#### WHAT YOU HAVE TO DO
Set every entry below down once more, exactly as it stands, without images.

#### Stored data entries
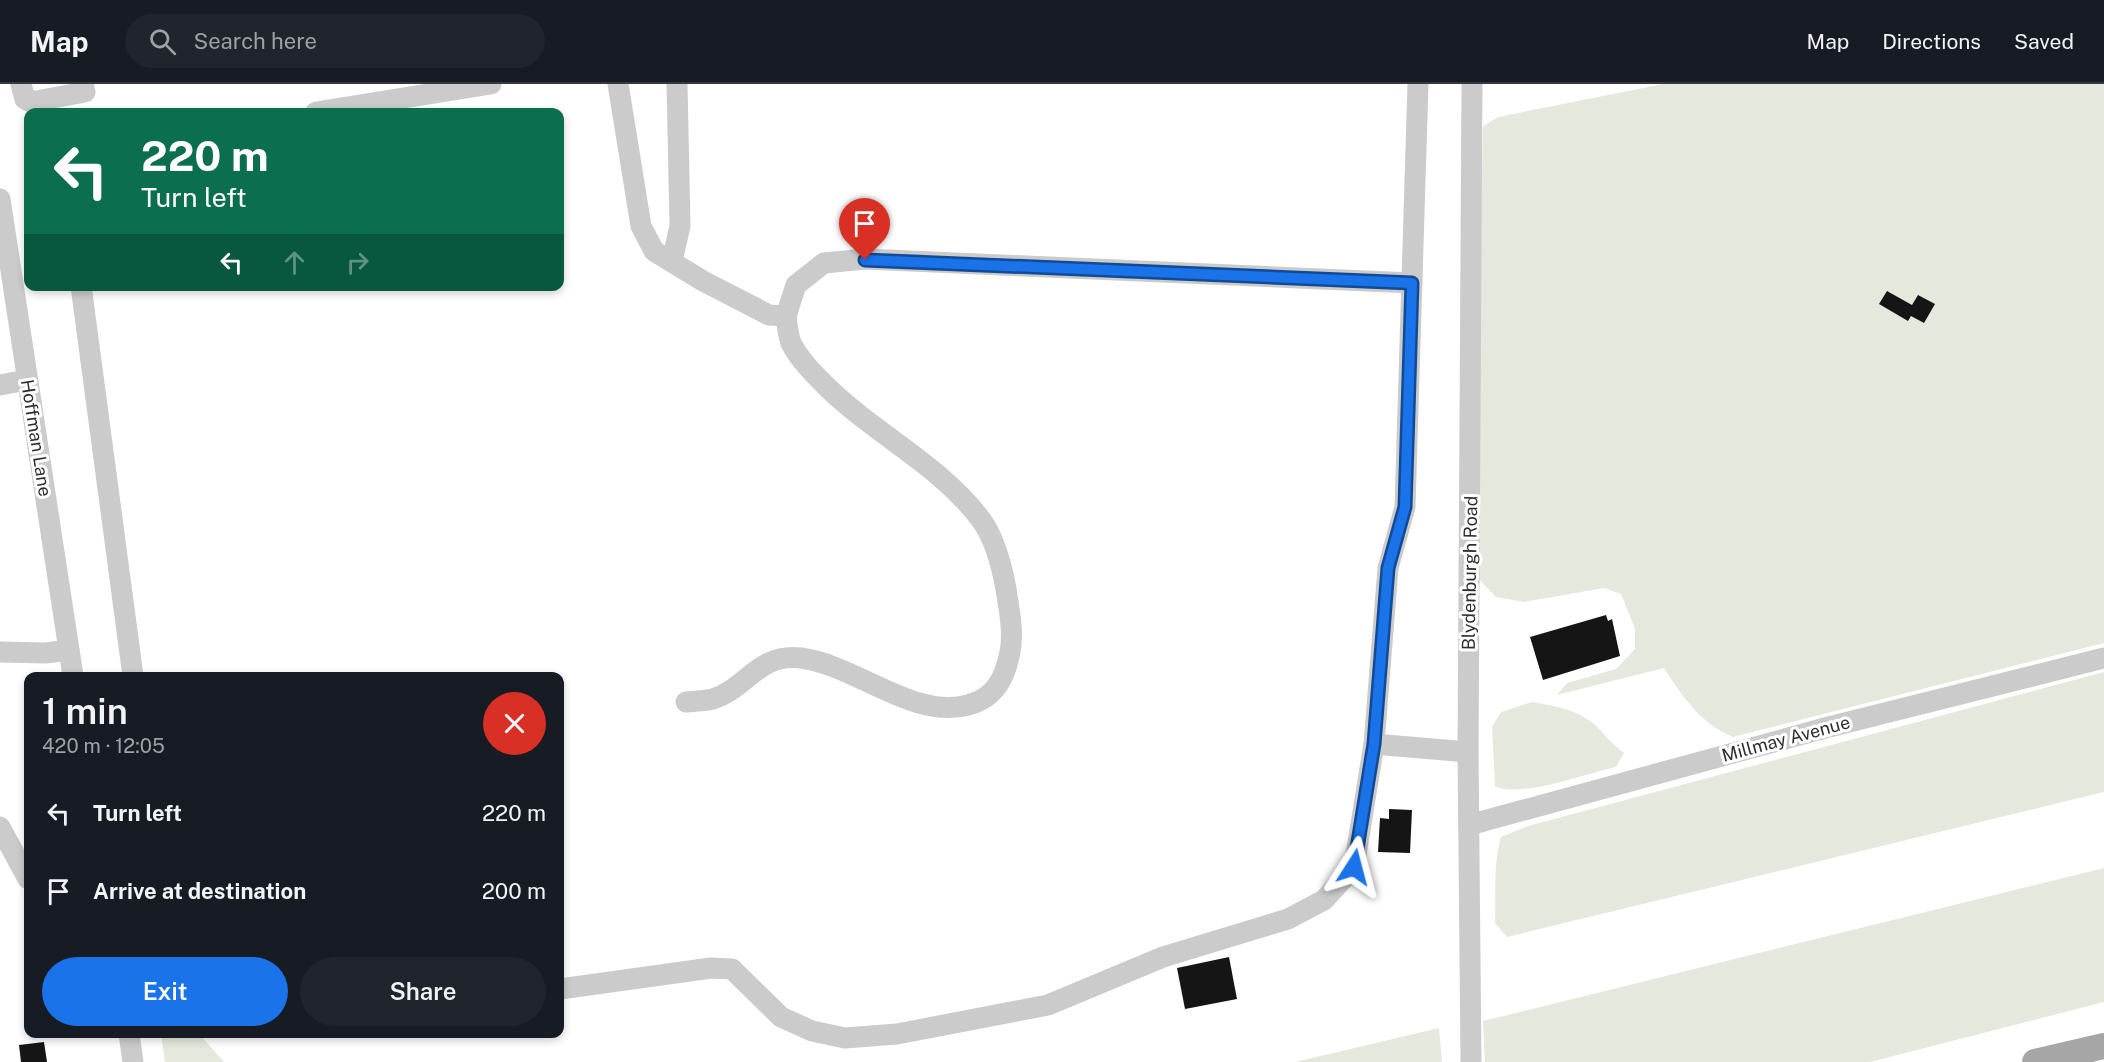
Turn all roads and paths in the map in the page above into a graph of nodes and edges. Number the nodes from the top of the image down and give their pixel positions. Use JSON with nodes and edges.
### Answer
{"nodes":[{"id":1,"x":21,"y":84,"type":"edge"},
{"id":2,"x":83,"y":84,"type":"edge"},
{"id":3,"x":491,"y":84,"type":"edge"},
{"id":4,"x":618,"y":84,"type":"edge"},
{"id":5,"x":676,"y":84,"type":"edge"},
{"id":6,"x":1418,"y":84,"type":"edge"},
{"id":7,"x":1472,"y":84,"type":"edge"},
{"id":8,"x":341,"y":108,"type":"edge"},
{"id":9,"x":0,"y":199,"type":"edge"},
{"id":10,"x":672,"y":261,"type":"junction"},
{"id":11,"x":1412,"y":283,"type":"junction"},
{"id":12,"x":82,"y":291,"type":"edge"},
{"id":13,"x":786,"y":316,"type":"junction"},
{"id":14,"x":27,"y":380,"type":"junction"},
{"id":15,"x":0,"y":385,"type":"edge"},
{"id":16,"x":69,"y":650,"type":"junction"},
{"id":17,"x":0,"y":652,"type":"edge"},
{"id":18,"x":2104,"y":658,"type":"edge"},
{"id":19,"x":72,"y":672,"type":"edge"},
{"id":20,"x":132,"y":672,"type":"edge"},
{"id":21,"x":686,"y":702,"type":"dead end"},
{"id":22,"x":1374,"y":744,"type":"junction"},
{"id":23,"x":1468,"y":752,"type":"junction"},
{"id":24,"x":1469,"y":825,"type":"junction"},
{"id":25,"x":0,"y":827,"type":"edge"},
{"id":26,"x":24,"y":872,"type":"edge"},
{"id":27,"x":564,"y":988,"type":"edge"},
{"id":28,"x":130,"y":1038,"type":"edge"},
{"id":29,"x":2104,"y":1046,"type":"edge"},
{"id":30,"x":134,"y":1062,"type":"edge"},
{"id":31,"x":1471,"y":1062,"type":"edge"},
{"id":32,"x":2035,"y":1062,"type":"edge"}],
"edges":[{"from":1,"to":2,"type":"street"},
{"from":3,"to":8,"type":"street"},
{"from":4,"to":10,"type":"street"},
{"from":5,"to":10,"type":"street"},
{"from":6,"to":11,"type":"street"},
{"from":7,"to":23,"type":"street","name":"Blydenburgh Road"},
{"from":9,"to":14,"type":"street","name":"Hoffman Lane"},
{"from":10,"to":13,"type":"street"},
{"from":11,"to":13,"type":"street"},
{"from":11,"to":22,"type":"street"},
{"from":12,"to":20,"type":"street"},
{"from":13,"to":21,"type":"street"},
{"from":14,"to":15,"type":"street"},
{"from":14,"to":16,"type":"street","name":"Hoffman Lane"},
{"from":16,"to":17,"type":"street"},
{"from":16,"to":19,"type":"street","name":"Hoffman Lane"},
{"from":18,"to":24,"type":"street","name":"Millmay Avenue"},
{"from":22,"to":23,"type":"street"},
{"from":22,"to":27,"type":"street"},
{"from":23,"to":24,"type":"street","name":"Blydenburgh Road"},
{"from":24,"to":31,"type":"street","name":"Blydenburgh Road"},
{"from":25,"to":26,"type":"street"},
{"from":28,"to":30,"type":"street"},
{"from":29,"to":32,"type":"main road"}]}
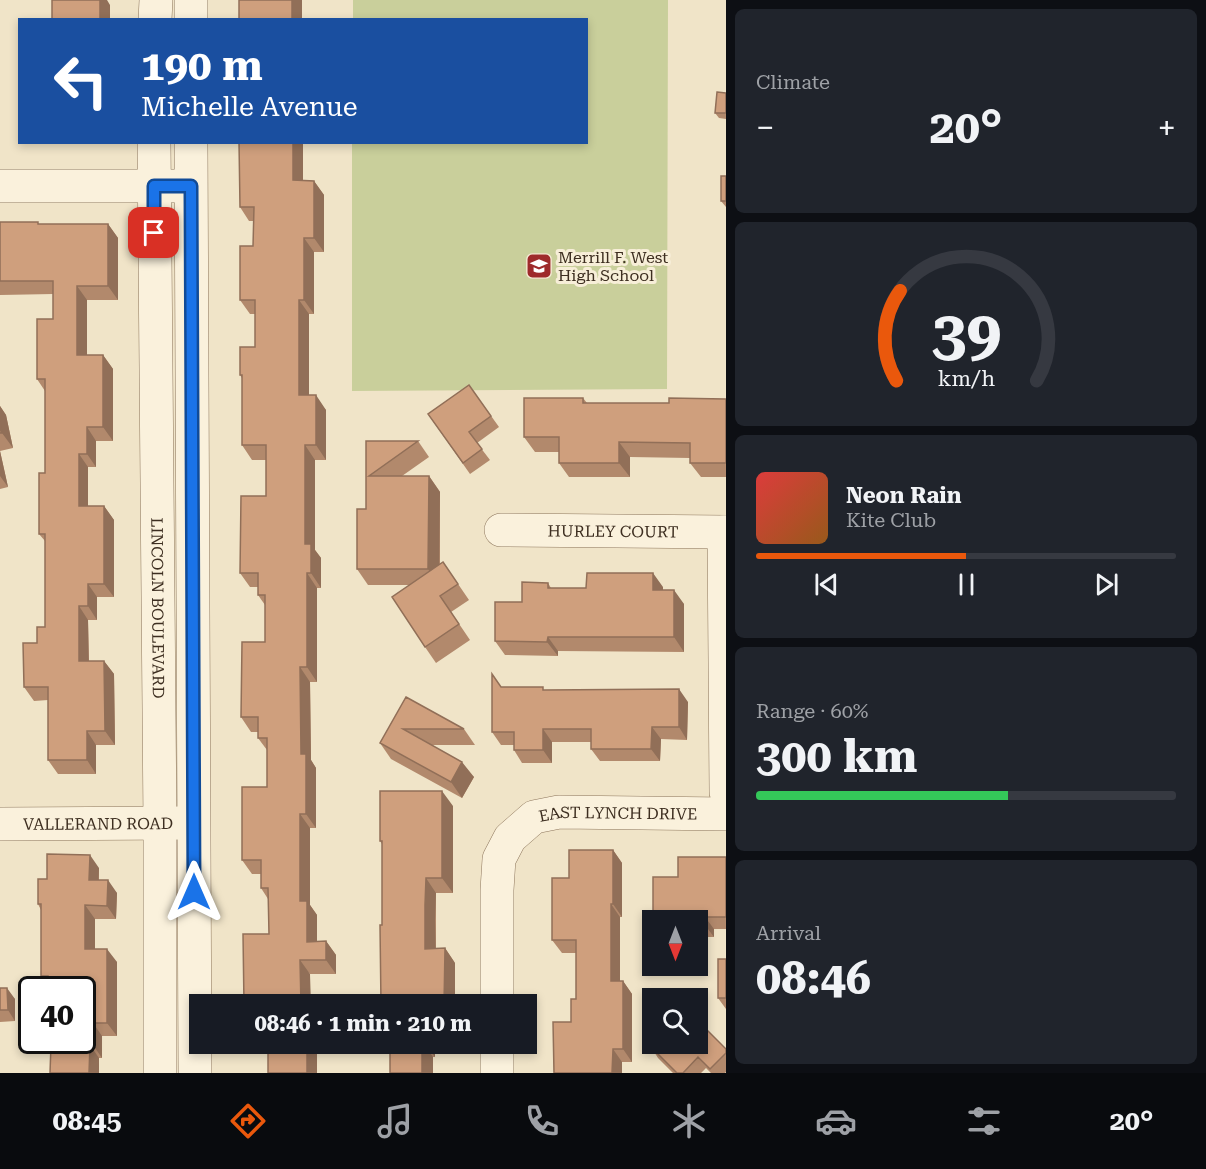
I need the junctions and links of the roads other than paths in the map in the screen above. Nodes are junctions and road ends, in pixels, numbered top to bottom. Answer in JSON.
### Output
{"nodes":[{"id":1,"x":156,"y":0,"type":"edge"},
{"id":2,"x":191,"y":0,"type":"edge"},
{"id":3,"x":155,"y":18,"type":"edge"},
{"id":4,"x":191,"y":18,"type":"edge"},
{"id":5,"x":154,"y":144,"type":"edge"},
{"id":6,"x":191,"y":144,"type":"edge"},
{"id":7,"x":0,"y":186,"type":"edge"},
{"id":8,"x":154,"y":186,"type":"junction"},
{"id":9,"x":191,"y":186,"type":"junction"},
{"id":10,"x":501,"y":530,"type":"dead end"},
{"id":11,"x":725,"y":532,"type":"edge"},
{"id":12,"x":726,"y":792,"type":"edge"},
{"id":13,"x":726,"y":814,"type":"edge"},
{"id":14,"x":160,"y":823,"type":"junction"},
{"id":15,"x":0,"y":824,"type":"edge"},
{"id":16,"x":194,"y":824,"type":"junction"},
{"id":17,"x":497,"y":994,"type":"edge"},
{"id":18,"x":497,"y":1054,"type":"edge"},
{"id":19,"x":160,"y":1073,"type":"edge"},
{"id":20,"x":195,"y":1073,"type":"edge"},
{"id":21,"x":497,"y":1073,"type":"edge"}],
"edges":[{"from":1,"to":3,"type":"street"},
{"from":2,"to":4,"type":"street"},
{"from":5,"to":8,"type":"street","name":"LINCOLN BOULEVARD"},
{"from":6,"to":9,"type":"street","name":"LINCOLN BOULEVARD"},
{"from":7,"to":8,"type":"street"},
{"from":8,"to":9,"type":"street"},
{"from":8,"to":14,"type":"street","name":"LINCOLN BOULEVARD"},
{"from":9,"to":16,"type":"street","name":"LINCOLN BOULEVARD"},
{"from":10,"to":11,"type":"street","name":"HURLEY COURT"},
{"from":11,"to":12,"type":"street"},
{"from":13,"to":17,"type":"street","name":"EAST LYNCH DRIVE"},
{"from":14,"to":15,"type":"street","name":"VALLERAND ROAD"},
{"from":14,"to":16,"type":"street","name":"VALLERAND ROAD"},
{"from":14,"to":19,"type":"street","name":"LINCOLN BOULEVARD"},
{"from":16,"to":20,"type":"street","name":"LINCOLN BOULEVARD"},
{"from":18,"to":21,"type":"street"}]}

#### ANSWER BOX
Turn all roads and paths in the map in the page above into a graph of nodes and edges. Number the nodes from the top of the image down and give their pixel positions. Use JSON with nodes and edges.
### Answer
{"nodes":[{"id":1,"x":21,"y":84,"type":"edge"},
{"id":2,"x":83,"y":84,"type":"edge"},
{"id":3,"x":491,"y":84,"type":"edge"},
{"id":4,"x":618,"y":84,"type":"edge"},
{"id":5,"x":676,"y":84,"type":"edge"},
{"id":6,"x":1418,"y":84,"type":"edge"},
{"id":7,"x":1472,"y":84,"type":"edge"},
{"id":8,"x":341,"y":108,"type":"edge"},
{"id":9,"x":0,"y":199,"type":"edge"},
{"id":10,"x":672,"y":261,"type":"junction"},
{"id":11,"x":1412,"y":283,"type":"junction"},
{"id":12,"x":82,"y":291,"type":"edge"},
{"id":13,"x":786,"y":316,"type":"junction"},
{"id":14,"x":27,"y":380,"type":"junction"},
{"id":15,"x":0,"y":385,"type":"edge"},
{"id":16,"x":69,"y":650,"type":"junction"},
{"id":17,"x":0,"y":652,"type":"edge"},
{"id":18,"x":2104,"y":658,"type":"edge"},
{"id":19,"x":72,"y":672,"type":"edge"},
{"id":20,"x":132,"y":672,"type":"edge"},
{"id":21,"x":686,"y":702,"type":"dead end"},
{"id":22,"x":1374,"y":744,"type":"junction"},
{"id":23,"x":1468,"y":752,"type":"junction"},
{"id":24,"x":1469,"y":825,"type":"junction"},
{"id":25,"x":0,"y":827,"type":"edge"},
{"id":26,"x":24,"y":872,"type":"edge"},
{"id":27,"x":564,"y":988,"type":"edge"},
{"id":28,"x":130,"y":1038,"type":"edge"},
{"id":29,"x":2104,"y":1046,"type":"edge"},
{"id":30,"x":134,"y":1062,"type":"edge"},
{"id":31,"x":1471,"y":1062,"type":"edge"},
{"id":32,"x":2035,"y":1062,"type":"edge"}],
"edges":[{"from":1,"to":2,"type":"street"},
{"from":3,"to":8,"type":"street"},
{"from":4,"to":10,"type":"street"},
{"from":5,"to":10,"type":"street"},
{"from":6,"to":11,"type":"street"},
{"from":7,"to":23,"type":"street","name":"Blydenburgh Road"},
{"from":9,"to":14,"type":"street","name":"Hoffman Lane"},
{"from":10,"to":13,"type":"street"},
{"from":11,"to":13,"type":"street"},
{"from":11,"to":22,"type":"street"},
{"from":12,"to":20,"type":"street"},
{"from":13,"to":21,"type":"street"},
{"from":14,"to":15,"type":"street"},
{"from":14,"to":16,"type":"street","name":"Hoffman Lane"},
{"from":16,"to":17,"type":"street"},
{"from":16,"to":19,"type":"street","name":"Hoffman Lane"},
{"from":18,"to":24,"type":"street","name":"Millmay Avenue"},
{"from":22,"to":23,"type":"street"},
{"from":22,"to":27,"type":"street"},
{"from":23,"to":24,"type":"street","name":"Blydenburgh Road"},
{"from":24,"to":31,"type":"street","name":"Blydenburgh Road"},
{"from":25,"to":26,"type":"street"},
{"from":28,"to":30,"type":"street"},
{"from":29,"to":32,"type":"main road"}]}
I need the junctions and links of the roads other than paths in the map in the screen above. Nodes are junctions and road ends, in pixels, numbered top to bottom. Answer in JSON.
### Output
{"nodes":[{"id":1,"x":156,"y":0,"type":"edge"},
{"id":2,"x":191,"y":0,"type":"edge"},
{"id":3,"x":155,"y":18,"type":"edge"},
{"id":4,"x":191,"y":18,"type":"edge"},
{"id":5,"x":154,"y":144,"type":"edge"},
{"id":6,"x":191,"y":144,"type":"edge"},
{"id":7,"x":0,"y":186,"type":"edge"},
{"id":8,"x":154,"y":186,"type":"junction"},
{"id":9,"x":191,"y":186,"type":"junction"},
{"id":10,"x":501,"y":530,"type":"dead end"},
{"id":11,"x":725,"y":532,"type":"edge"},
{"id":12,"x":726,"y":792,"type":"edge"},
{"id":13,"x":726,"y":814,"type":"edge"},
{"id":14,"x":160,"y":823,"type":"junction"},
{"id":15,"x":0,"y":824,"type":"edge"},
{"id":16,"x":194,"y":824,"type":"junction"},
{"id":17,"x":497,"y":994,"type":"edge"},
{"id":18,"x":497,"y":1054,"type":"edge"},
{"id":19,"x":160,"y":1073,"type":"edge"},
{"id":20,"x":195,"y":1073,"type":"edge"},
{"id":21,"x":497,"y":1073,"type":"edge"}],
"edges":[{"from":1,"to":3,"type":"street"},
{"from":2,"to":4,"type":"street"},
{"from":5,"to":8,"type":"street","name":"LINCOLN BOULEVARD"},
{"from":6,"to":9,"type":"street","name":"LINCOLN BOULEVARD"},
{"from":7,"to":8,"type":"street"},
{"from":8,"to":9,"type":"street"},
{"from":8,"to":14,"type":"street","name":"LINCOLN BOULEVARD"},
{"from":9,"to":16,"type":"street","name":"LINCOLN BOULEVARD"},
{"from":10,"to":11,"type":"street","name":"HURLEY COURT"},
{"from":11,"to":12,"type":"street"},
{"from":13,"to":17,"type":"street","name":"EAST LYNCH DRIVE"},
{"from":14,"to":15,"type":"street","name":"VALLERAND ROAD"},
{"from":14,"to":16,"type":"street","name":"VALLERAND ROAD"},
{"from":14,"to":19,"type":"street","name":"LINCOLN BOULEVARD"},
{"from":16,"to":20,"type":"street","name":"LINCOLN BOULEVARD"},
{"from":18,"to":21,"type":"street"}]}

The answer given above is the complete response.